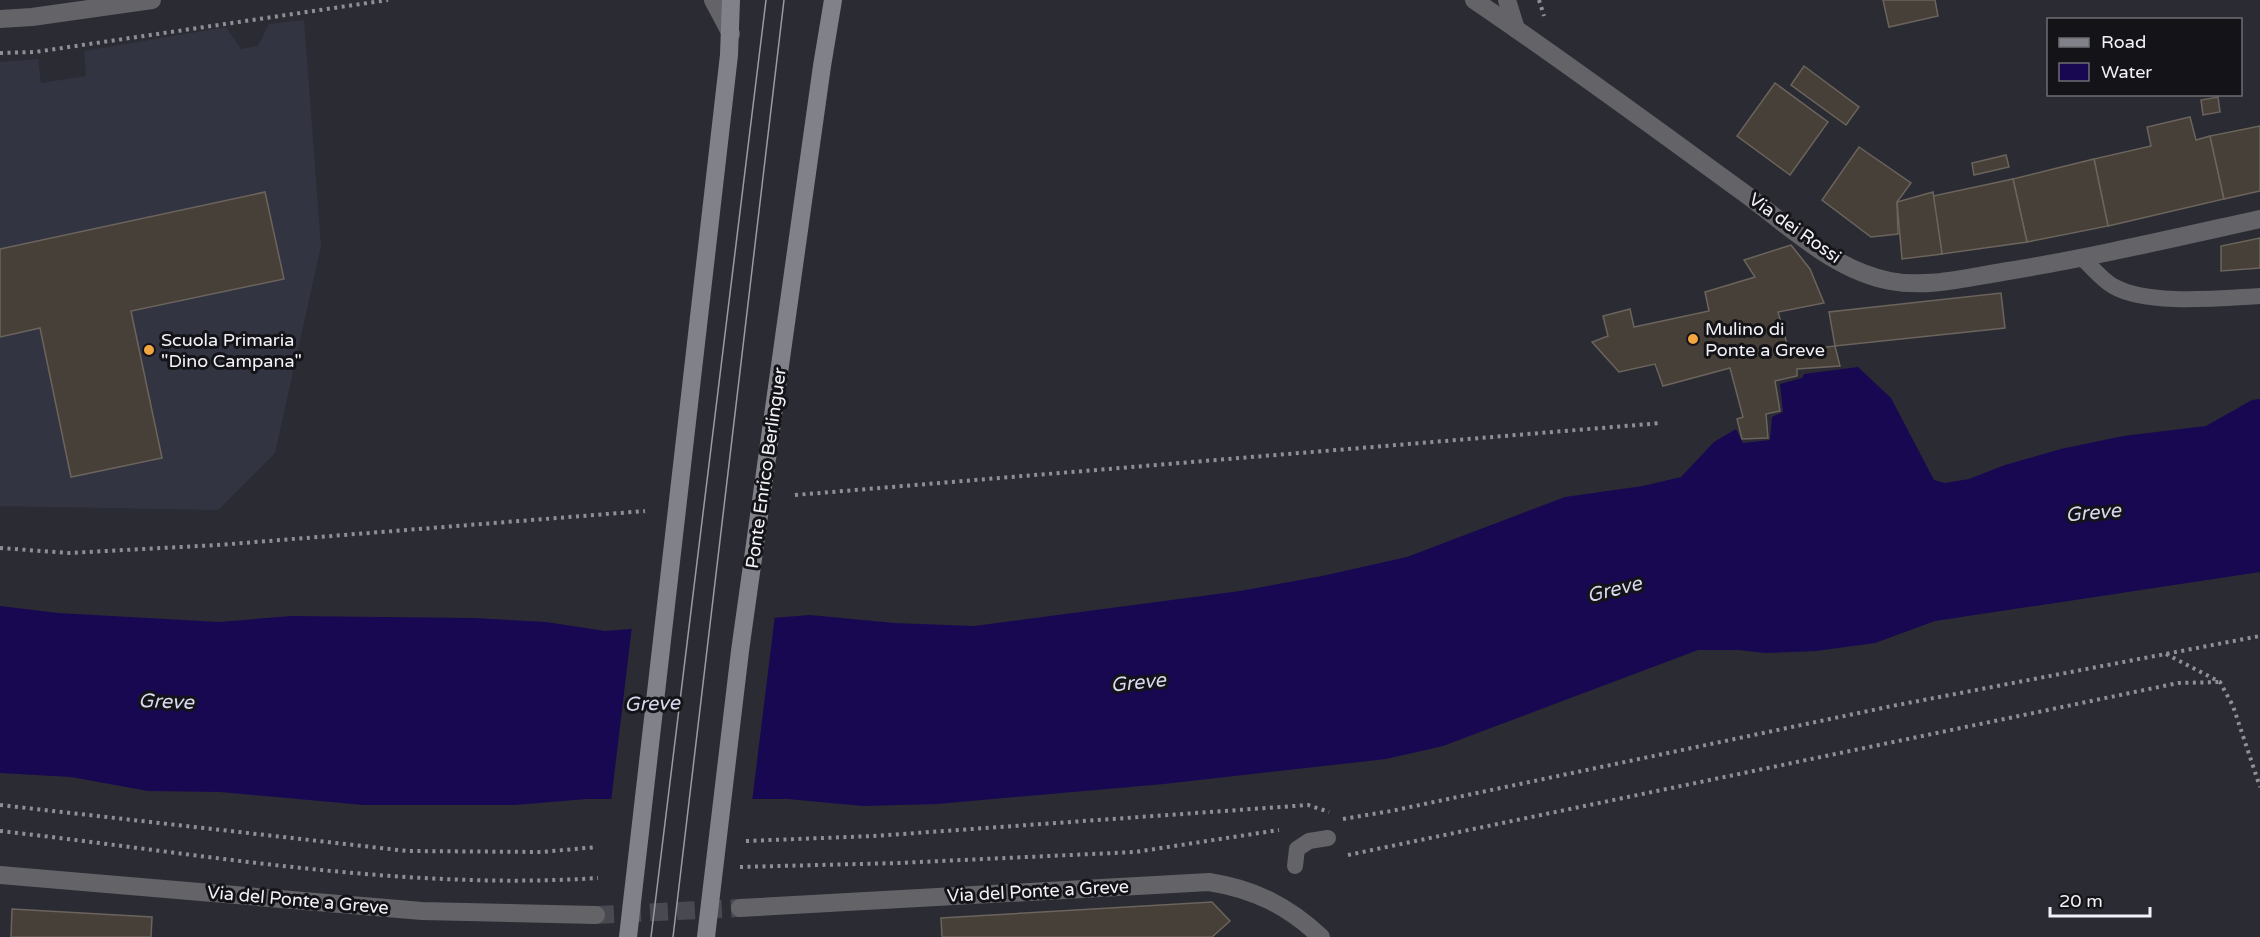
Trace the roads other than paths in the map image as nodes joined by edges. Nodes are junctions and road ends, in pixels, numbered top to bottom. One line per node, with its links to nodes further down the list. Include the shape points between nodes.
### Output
1 (152, 0): 7 (street)
2 (712, 0): 10 (street)
3 (731, 0): 10 (main road)
4 (833, 0): 20 (main road, Ponte Enrico Berlinguer, via 740,651)
5 (1474, 0): 9 (street, Via dei Rossi)
6 (1507, 0): 9 (street)
7 (115, 3): 8 (street)
8 (0, 19)
9 (1516, 29): 12 (street, Via dei Rossi, via 1821,251 1866,274 1905,283 1940,282)
10 (731, 34): 19 (main road)
11 (2260, 219): 12 (street, Via dei Rossi)
12 (2082, 258): 13 (lane, via 2113,286 2140,296)
13 (2260, 296)
14 (1328, 838): 15 (lane, via 1310,841 1297,849)
15 (1295, 866)
16 (0, 875): 18 (street, Via del Ponte a Greve, via 422,911)
17 (740, 908): 21 (street, Via del Ponte a Greve, via 1209,882 1260,896 1288,911)
18 (596, 915)
19 (628, 937)
20 (706, 937)
21 (1321, 937)

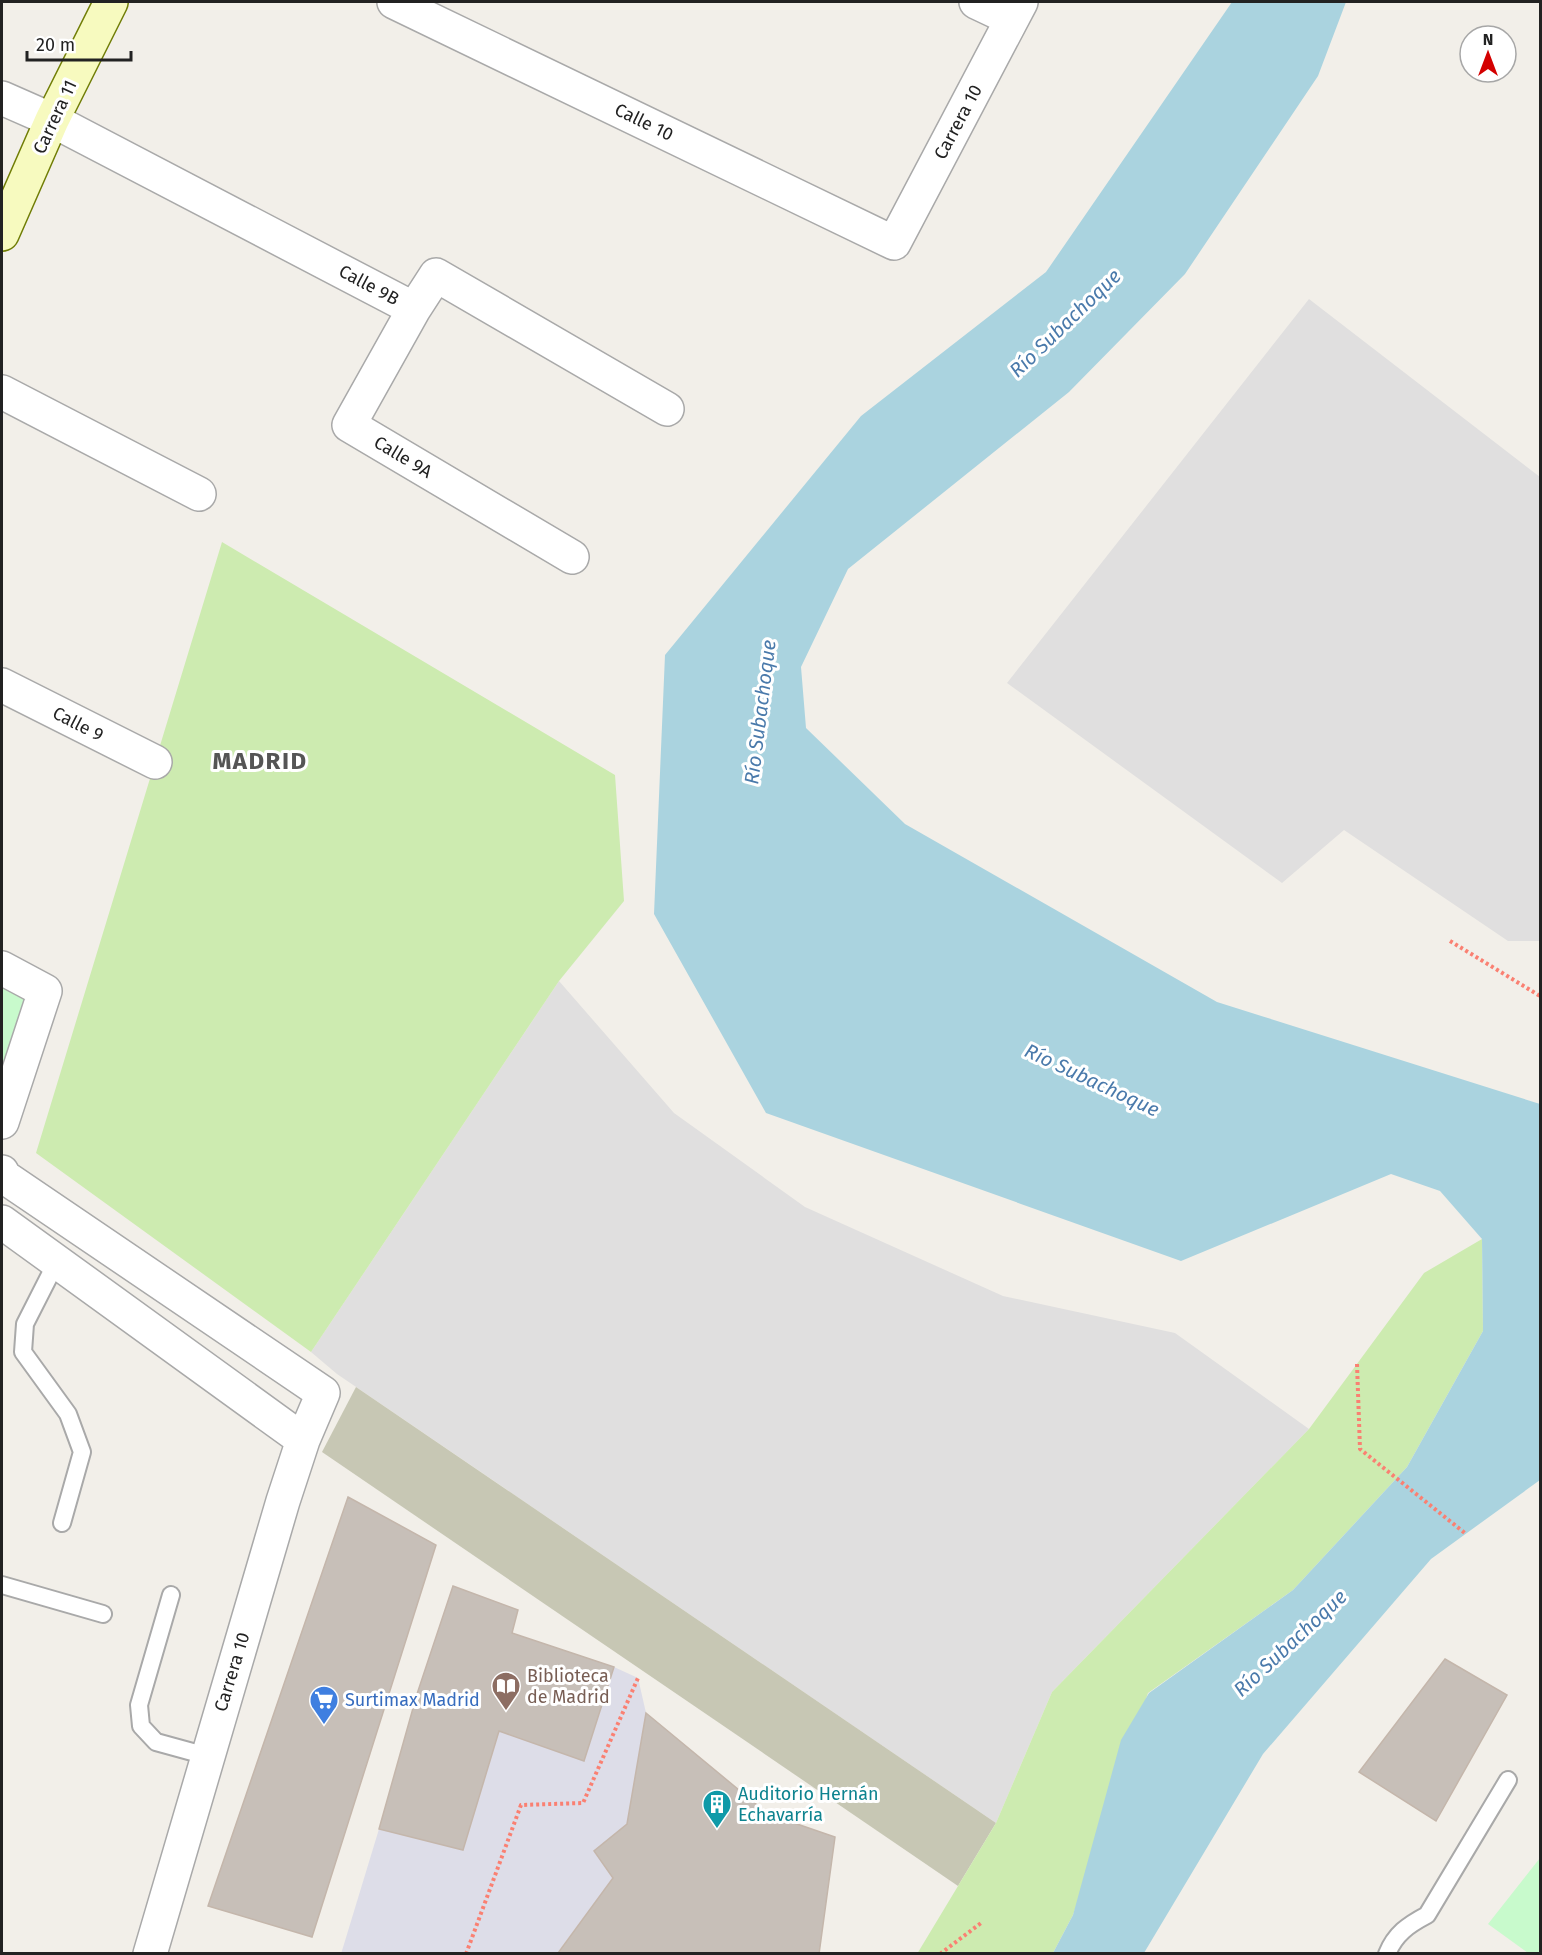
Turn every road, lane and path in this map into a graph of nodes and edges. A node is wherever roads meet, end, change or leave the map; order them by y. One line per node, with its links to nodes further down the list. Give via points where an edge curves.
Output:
1 (111, 2): 6 (street, Carrera 11)
2 (394, 2): 8 (street, Calle 10)
3 (976, 2): 4 (street)
4 (1017, 10): 8 (street, Carrera 10)
5 (2, 98): 6 (street, Calle 9B)
6 (52, 120): 7 (street, Carrera 11); 9 (street, Calle 9B)
7 (2, 234)
8 (894, 243)
9 (414, 309): 11 (street, Calle 9B, via 436,275); 13 (street, Calle 9A, via 349,425)
10 (2, 392): 12 (street)
11 (667, 409)
12 (199, 494)
13 (572, 557)
14 (2, 685): 15 (street, Calle 9)
15 (155, 762)
16 (1450, 941): 18 (path)
17 (2, 968): 19 (street, via 45,991)
18 (1540, 996)
19 (2, 1122)
20 (2, 1172): 24 (street, Carrera 10, via 323,1393)
21 (2, 1222): 22 (street)
22 (56, 1263): 24 (street); 25 (lane, via 25,1324 23,1352 68,1414 82,1452)
23 (1357, 1364): 26 (path, via 1360,1449)
24 (303, 1440): 31 (street, Carrera 10)
25 (62, 1523)
26 (1466, 1534)
27 (2, 1585): 29 (lane)
28 (171, 1595): 31 (lane, via 139,1705 141,1726 156,1743)
29 (103, 1614)
30 (638, 1678): 35 (path, via 583,1803 521,1804)
31 (207, 1756): 34 (street, Carrera 10)
32 (1508, 1780): 37 (lane, via 1427,1916 1407,1926)
33 (981, 1923): 36 (path)
34 (150, 1953)
35 (466, 1953)
36 (940, 1953)
37 (1387, 1953)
──────────
**Your instructions:** No pictures belong in the copy. Repeat the listing above exactly.

**Answer for the task:**
Trace the roads other than paths in the map image as nodes joined by edges. Nodes are junctions and road ends, in pixels, numbered top to bottom. One line per node, with its links to nodes further down the list. Include the shape points between nodes.
### Output
1 (152, 0): 7 (street)
2 (712, 0): 10 (street)
3 (731, 0): 10 (main road)
4 (833, 0): 20 (main road, Ponte Enrico Berlinguer, via 740,651)
5 (1474, 0): 9 (street, Via dei Rossi)
6 (1507, 0): 9 (street)
7 (115, 3): 8 (street)
8 (0, 19)
9 (1516, 29): 12 (street, Via dei Rossi, via 1821,251 1866,274 1905,283 1940,282)
10 (731, 34): 19 (main road)
11 (2260, 219): 12 (street, Via dei Rossi)
12 (2082, 258): 13 (lane, via 2113,286 2140,296)
13 (2260, 296)
14 (1328, 838): 15 (lane, via 1310,841 1297,849)
15 (1295, 866)
16 (0, 875): 18 (street, Via del Ponte a Greve, via 422,911)
17 (740, 908): 21 (street, Via del Ponte a Greve, via 1209,882 1260,896 1288,911)
18 (596, 915)
19 (628, 937)
20 (706, 937)
21 (1321, 937)

Turn every road, lane and path in this map into a graph of nodes and edges. A node is wherever roads meet, end, change or leave the map; order them by y. One line per node, with its links to nodes further down the list. Give via points where an edge curves.
Output:
1 (111, 2): 6 (street, Carrera 11)
2 (394, 2): 8 (street, Calle 10)
3 (976, 2): 4 (street)
4 (1017, 10): 8 (street, Carrera 10)
5 (2, 98): 6 (street, Calle 9B)
6 (52, 120): 7 (street, Carrera 11); 9 (street, Calle 9B)
7 (2, 234)
8 (894, 243)
9 (414, 309): 11 (street, Calle 9B, via 436,275); 13 (street, Calle 9A, via 349,425)
10 (2, 392): 12 (street)
11 (667, 409)
12 (199, 494)
13 (572, 557)
14 (2, 685): 15 (street, Calle 9)
15 (155, 762)
16 (1450, 941): 18 (path)
17 (2, 968): 19 (street, via 45,991)
18 (1540, 996)
19 (2, 1122)
20 (2, 1172): 24 (street, Carrera 10, via 323,1393)
21 (2, 1222): 22 (street)
22 (56, 1263): 24 (street); 25 (lane, via 25,1324 23,1352 68,1414 82,1452)
23 (1357, 1364): 26 (path, via 1360,1449)
24 (303, 1440): 31 (street, Carrera 10)
25 (62, 1523)
26 (1466, 1534)
27 (2, 1585): 29 (lane)
28 (171, 1595): 31 (lane, via 139,1705 141,1726 156,1743)
29 (103, 1614)
30 (638, 1678): 35 (path, via 583,1803 521,1804)
31 (207, 1756): 34 (street, Carrera 10)
32 (1508, 1780): 37 (lane, via 1427,1916 1407,1926)
33 (981, 1923): 36 (path)
34 (150, 1953)
35 (466, 1953)
36 (940, 1953)
37 (1387, 1953)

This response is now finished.